A brief breast anatomy lesson | Dr. Wayne Carman

A brief breast anatomy lesson

If you are unhappy with the size or shape of your breasts and are considering breast augmentation or some other type of breast surgery, you want to be sure that you understand what the procedure you have your eye on will accomplish. A breast lift, for example, is very different from a breast augmentation.

Patients rely on plastic surgeons who are experts in anatomy and draw upon their surgical skill and knowledge to create optimal results. Even so, it never hurts for patients to have knowledge of their own anatomy and how it relates to potential surgical decisions.

A breast is made up primarily of two components: fatty tissue and glandular tissue. The fatty tissue is usually the bulk of the breast. This tissue is technically known as adipose tissue and provides volume to the breast without any specialized metabolic function. The glandular tissue is the functional portion of the breast in that its purpose is to produce milk following a pregnancy.

The breast is made up of glandular lobules, which are organized into larger lobes. A typical breast has a dozen to 20 such lobes. Milk produced in these glands moves through increasingly larger ducts until it gets to the nipple.

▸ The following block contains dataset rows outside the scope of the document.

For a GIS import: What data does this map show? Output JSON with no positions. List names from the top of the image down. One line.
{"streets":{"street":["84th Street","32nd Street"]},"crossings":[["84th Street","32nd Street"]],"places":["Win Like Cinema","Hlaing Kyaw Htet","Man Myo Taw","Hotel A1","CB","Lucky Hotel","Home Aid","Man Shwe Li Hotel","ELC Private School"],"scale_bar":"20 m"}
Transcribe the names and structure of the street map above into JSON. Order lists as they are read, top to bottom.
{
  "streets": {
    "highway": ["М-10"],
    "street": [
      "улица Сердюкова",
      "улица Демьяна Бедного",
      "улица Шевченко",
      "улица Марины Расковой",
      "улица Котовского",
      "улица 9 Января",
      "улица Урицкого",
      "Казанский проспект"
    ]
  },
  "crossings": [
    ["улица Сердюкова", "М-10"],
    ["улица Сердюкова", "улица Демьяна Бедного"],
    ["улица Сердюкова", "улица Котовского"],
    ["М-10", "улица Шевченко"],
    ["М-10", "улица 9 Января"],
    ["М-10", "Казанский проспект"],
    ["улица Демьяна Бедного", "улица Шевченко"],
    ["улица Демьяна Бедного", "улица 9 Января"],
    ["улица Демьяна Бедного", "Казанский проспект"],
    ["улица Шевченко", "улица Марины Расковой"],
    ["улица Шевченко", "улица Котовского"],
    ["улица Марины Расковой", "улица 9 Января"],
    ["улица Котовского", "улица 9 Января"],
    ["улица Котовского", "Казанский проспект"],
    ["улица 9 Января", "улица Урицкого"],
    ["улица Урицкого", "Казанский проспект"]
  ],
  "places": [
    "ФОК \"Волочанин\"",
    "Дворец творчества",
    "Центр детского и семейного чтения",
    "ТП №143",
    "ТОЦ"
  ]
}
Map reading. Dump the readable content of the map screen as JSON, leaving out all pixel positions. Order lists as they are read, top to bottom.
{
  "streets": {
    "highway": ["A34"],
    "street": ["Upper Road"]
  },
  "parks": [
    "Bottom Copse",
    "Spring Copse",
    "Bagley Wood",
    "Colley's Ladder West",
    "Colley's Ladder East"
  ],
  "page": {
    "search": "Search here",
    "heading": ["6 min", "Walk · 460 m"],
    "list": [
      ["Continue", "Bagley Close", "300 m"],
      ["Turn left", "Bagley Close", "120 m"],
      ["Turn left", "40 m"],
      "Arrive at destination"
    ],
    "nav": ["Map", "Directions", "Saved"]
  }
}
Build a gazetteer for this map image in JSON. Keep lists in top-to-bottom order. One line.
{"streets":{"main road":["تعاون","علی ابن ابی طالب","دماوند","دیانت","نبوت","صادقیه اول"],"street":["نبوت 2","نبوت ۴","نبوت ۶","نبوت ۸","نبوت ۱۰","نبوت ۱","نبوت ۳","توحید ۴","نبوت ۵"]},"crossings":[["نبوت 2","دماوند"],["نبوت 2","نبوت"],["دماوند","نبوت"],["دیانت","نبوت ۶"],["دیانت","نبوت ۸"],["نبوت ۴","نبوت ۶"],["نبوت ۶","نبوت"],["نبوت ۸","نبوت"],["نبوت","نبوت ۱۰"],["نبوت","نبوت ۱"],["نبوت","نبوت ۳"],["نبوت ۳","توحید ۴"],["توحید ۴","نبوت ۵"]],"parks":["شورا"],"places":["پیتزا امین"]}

In addition to these tissues and ducts, breasts are laced with blood vessels and nerves, connective tissue, and ligaments. It is the glandular tissue that may develop a breast tumor, and it is this component of the breast that we target for mammogram screening.

You certainly don’t need to know all of this to be able to discuss breast surgery during a consultation, but understanding what gives a breast its size and shape can help when it comes time to decide which surgical procedure would best achieve your goals.

An informed patient tends to be a happy patient, and a patient’s ultimate satisfaction is what cosmetic plastic surgery is all about.